During Vista install, when it asks you about additional drivers (or
something like that), use your floppy disk with the proper drivers for your
SATA Disk.
That should do it.
Carlos
 
B

BobS

I've made several posts on this subject and the culprit was the hard drive
partioning. Long story made short or you can search thru this ng and find
my posts. If loading drivers at the F6 prompt does not do the trick - and I
doubt it will - since Vista see's the drive.

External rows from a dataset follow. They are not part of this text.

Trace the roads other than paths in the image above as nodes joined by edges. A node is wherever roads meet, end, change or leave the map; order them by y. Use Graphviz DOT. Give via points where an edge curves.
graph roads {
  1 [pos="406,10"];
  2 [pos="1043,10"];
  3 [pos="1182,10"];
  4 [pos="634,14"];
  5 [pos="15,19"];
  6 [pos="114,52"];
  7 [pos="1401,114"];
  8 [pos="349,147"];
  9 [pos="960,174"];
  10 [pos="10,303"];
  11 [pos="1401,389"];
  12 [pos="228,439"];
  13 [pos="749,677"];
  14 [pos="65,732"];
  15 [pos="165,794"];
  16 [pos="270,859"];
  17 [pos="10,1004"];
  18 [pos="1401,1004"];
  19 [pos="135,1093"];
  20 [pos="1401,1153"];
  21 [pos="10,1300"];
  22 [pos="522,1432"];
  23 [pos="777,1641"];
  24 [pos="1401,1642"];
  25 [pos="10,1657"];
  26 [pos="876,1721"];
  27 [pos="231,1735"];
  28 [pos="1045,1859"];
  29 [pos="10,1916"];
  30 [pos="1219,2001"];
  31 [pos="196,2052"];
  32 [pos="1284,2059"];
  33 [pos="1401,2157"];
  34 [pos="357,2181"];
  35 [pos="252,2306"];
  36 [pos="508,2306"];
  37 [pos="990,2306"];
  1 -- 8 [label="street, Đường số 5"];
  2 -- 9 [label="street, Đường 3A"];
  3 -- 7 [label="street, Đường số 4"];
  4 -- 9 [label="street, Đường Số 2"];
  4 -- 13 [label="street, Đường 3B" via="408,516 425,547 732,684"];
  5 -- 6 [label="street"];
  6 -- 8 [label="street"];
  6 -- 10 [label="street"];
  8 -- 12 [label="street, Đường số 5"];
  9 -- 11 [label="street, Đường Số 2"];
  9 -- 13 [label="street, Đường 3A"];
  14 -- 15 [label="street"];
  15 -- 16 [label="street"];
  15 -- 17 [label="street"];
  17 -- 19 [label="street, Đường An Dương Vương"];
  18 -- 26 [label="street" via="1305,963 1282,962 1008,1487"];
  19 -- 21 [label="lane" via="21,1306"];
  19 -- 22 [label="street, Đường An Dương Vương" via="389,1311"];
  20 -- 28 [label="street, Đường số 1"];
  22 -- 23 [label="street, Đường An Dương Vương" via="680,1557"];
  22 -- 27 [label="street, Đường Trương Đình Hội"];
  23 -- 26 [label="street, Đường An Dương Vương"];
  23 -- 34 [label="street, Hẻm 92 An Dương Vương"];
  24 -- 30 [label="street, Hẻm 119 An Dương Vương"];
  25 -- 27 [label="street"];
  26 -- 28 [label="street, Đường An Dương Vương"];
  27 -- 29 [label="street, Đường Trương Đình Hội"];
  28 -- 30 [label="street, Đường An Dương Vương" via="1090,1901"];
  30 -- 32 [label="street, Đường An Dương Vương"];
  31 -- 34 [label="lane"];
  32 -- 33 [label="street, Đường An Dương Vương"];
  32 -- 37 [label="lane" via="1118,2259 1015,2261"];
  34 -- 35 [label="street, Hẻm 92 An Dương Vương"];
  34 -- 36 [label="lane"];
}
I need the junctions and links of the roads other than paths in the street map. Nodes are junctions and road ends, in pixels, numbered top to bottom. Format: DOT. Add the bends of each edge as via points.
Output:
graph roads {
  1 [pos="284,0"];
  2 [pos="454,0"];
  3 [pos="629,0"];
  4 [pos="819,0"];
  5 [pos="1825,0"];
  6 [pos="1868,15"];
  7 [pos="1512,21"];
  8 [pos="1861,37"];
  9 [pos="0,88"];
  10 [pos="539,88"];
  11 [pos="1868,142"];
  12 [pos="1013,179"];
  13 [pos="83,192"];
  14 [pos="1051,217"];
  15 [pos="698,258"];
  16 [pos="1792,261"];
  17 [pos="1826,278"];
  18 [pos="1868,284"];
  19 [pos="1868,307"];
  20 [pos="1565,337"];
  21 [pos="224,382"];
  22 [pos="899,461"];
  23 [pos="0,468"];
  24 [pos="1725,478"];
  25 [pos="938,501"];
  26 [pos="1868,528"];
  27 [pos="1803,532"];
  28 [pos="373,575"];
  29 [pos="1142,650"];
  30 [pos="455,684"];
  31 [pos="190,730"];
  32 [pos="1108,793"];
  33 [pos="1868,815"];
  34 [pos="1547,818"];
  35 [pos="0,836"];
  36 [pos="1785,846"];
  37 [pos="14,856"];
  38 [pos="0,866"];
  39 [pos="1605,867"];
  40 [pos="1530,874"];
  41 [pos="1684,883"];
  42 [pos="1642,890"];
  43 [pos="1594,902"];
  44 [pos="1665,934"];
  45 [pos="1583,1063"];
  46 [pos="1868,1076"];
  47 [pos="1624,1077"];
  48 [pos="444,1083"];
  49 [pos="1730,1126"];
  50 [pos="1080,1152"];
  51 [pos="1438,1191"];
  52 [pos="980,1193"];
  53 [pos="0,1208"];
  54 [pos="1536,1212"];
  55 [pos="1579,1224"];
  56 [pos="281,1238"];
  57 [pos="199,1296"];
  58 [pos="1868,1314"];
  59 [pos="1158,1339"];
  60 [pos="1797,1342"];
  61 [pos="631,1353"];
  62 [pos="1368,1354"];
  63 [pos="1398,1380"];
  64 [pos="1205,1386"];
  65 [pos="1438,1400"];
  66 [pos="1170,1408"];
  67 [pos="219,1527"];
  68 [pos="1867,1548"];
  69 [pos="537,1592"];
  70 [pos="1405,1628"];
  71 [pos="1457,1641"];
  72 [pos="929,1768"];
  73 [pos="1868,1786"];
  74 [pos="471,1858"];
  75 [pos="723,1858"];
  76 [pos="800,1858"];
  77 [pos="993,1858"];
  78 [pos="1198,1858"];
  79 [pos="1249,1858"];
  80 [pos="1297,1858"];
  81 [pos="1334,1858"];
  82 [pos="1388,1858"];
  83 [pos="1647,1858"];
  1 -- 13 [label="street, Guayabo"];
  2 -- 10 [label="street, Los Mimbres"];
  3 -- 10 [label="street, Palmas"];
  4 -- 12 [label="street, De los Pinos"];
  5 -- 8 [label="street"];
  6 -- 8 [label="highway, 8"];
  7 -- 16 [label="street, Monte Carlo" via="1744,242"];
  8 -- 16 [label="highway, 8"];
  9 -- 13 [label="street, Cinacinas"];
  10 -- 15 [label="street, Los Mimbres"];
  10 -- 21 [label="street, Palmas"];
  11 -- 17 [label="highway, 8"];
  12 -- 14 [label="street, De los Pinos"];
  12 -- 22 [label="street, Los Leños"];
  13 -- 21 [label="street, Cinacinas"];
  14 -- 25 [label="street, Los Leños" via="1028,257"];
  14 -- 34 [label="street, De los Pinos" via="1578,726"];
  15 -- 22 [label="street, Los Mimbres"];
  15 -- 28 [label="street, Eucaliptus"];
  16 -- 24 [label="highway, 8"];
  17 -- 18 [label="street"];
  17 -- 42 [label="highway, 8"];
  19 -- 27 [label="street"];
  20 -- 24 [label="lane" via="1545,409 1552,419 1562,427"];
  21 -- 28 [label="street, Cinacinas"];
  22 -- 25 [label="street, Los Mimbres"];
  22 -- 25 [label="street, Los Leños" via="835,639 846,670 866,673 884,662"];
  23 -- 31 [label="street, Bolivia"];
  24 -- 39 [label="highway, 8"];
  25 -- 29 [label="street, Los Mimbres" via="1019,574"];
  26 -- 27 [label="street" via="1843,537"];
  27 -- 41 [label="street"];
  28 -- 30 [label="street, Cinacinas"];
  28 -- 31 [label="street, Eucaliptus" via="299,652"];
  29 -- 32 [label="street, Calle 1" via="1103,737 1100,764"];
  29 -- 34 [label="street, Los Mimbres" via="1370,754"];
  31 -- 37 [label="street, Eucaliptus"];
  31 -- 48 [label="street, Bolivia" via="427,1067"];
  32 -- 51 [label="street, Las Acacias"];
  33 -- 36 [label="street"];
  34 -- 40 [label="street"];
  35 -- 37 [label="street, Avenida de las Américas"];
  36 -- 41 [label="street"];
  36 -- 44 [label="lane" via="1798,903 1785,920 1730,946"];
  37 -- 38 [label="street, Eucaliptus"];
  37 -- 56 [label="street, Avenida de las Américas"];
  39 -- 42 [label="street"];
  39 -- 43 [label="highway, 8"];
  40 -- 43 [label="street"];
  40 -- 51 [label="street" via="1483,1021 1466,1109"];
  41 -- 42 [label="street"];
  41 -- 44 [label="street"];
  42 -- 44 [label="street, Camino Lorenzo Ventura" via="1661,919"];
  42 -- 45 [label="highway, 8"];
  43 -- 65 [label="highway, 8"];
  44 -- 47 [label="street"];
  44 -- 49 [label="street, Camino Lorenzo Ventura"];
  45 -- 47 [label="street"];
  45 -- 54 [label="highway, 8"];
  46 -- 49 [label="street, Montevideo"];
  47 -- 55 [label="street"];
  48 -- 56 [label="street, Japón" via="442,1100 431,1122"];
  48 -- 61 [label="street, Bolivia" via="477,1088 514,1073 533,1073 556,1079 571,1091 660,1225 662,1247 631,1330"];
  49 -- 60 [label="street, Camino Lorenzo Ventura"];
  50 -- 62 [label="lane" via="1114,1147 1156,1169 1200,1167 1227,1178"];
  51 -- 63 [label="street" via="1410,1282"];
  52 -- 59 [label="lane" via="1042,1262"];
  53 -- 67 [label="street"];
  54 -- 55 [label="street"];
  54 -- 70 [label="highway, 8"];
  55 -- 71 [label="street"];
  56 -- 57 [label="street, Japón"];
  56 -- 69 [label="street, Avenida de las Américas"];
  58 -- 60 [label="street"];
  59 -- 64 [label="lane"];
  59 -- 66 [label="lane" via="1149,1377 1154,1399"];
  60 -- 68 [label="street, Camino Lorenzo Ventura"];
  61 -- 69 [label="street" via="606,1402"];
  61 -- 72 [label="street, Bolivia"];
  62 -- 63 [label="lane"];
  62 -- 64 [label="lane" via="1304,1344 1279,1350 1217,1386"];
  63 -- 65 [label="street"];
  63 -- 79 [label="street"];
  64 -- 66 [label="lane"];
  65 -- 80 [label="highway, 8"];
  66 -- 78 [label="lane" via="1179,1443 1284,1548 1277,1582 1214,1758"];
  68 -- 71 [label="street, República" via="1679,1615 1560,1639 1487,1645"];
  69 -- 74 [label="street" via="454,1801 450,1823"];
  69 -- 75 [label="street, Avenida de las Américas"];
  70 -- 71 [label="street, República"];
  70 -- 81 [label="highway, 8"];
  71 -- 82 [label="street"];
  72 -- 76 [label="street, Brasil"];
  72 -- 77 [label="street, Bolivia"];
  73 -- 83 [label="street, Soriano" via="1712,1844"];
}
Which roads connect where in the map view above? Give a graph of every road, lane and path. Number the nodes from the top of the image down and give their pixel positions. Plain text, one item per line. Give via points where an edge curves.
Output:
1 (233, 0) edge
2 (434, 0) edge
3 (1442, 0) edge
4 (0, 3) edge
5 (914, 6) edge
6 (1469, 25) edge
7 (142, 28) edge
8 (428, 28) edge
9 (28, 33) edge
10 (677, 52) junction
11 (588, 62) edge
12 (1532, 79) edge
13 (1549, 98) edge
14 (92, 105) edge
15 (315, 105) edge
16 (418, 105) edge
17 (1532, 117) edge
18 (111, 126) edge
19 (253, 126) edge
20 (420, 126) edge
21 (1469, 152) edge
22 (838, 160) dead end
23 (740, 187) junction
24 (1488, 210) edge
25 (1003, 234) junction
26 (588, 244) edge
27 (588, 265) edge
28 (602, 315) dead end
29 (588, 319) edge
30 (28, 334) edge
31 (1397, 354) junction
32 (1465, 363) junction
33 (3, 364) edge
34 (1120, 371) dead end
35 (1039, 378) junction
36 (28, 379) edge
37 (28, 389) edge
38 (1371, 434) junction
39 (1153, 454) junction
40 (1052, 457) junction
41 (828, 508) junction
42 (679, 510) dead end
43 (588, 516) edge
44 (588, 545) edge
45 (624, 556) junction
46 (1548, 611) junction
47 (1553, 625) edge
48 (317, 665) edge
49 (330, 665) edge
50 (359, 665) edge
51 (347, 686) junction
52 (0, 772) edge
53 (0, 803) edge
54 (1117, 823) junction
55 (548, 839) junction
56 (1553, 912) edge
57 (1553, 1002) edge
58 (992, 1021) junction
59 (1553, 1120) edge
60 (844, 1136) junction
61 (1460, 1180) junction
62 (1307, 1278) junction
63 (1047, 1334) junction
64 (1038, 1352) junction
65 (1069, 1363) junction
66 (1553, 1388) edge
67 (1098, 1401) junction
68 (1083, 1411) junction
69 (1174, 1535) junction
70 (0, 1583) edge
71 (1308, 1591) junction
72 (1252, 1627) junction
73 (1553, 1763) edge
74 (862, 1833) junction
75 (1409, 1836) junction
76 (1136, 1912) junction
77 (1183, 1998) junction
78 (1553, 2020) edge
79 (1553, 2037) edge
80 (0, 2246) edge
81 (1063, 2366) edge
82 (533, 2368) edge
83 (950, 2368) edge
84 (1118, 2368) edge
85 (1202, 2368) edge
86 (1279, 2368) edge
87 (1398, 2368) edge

1. Use a boot disk that has the FDISK program on it that recognizes
partitions >67Gb ( www.bootdisk.com )
2. Partition the disk using the boot disk in DOS
3. Boot up system using Vista DVD
4. Format SATA disk using the disk tools on the Vista install screen
5. Perform clean install now and see if it doesn't get thru the first
reboot.

Don't ask. But my two Samsung disks were evidently partitioned with some
kind of overlay from the factory. They worked fine for storage purposes but
come to find out, I could not install an OS to them WinXP or Vista in any
configuration - alone or with others. Had Asus, NVIDIA and Samsung all
scratching their bald heads on this one.

After the drives were FDISK'd using a Win98/WinXP boot disc - all is well
and both drives are in the system and I have Vista x64 and x86 installed on
them.

It worked for me - it just may work for you,

Bob S.
 
M

Mark

An alternative to this is simply to disconnect all drives except for the
intended installation drive. Perform the install and then reconnect any
additional drives. The problem is that any drive above the installation
drive that is formatted as a Logical drive has an 8MB Unallocated space
preceding the Allocated space. For some reason, the Vista Installation disk
will attempt to load the boot sequence into this unallocated space on first
and then finish on the desired drive. This results in a corrupted boot
sequence. The installation may, or may not actually take place on the
intended drive and may be found to boot correctly if booted from the DVD
drive instead of the Hard Drive once installation is complete.

For whatever reason, it does not do this on all platform configurations with
mixtures of SATA/PATA and IDE drives.
Unfortunately, no patch will fix the installation DVD.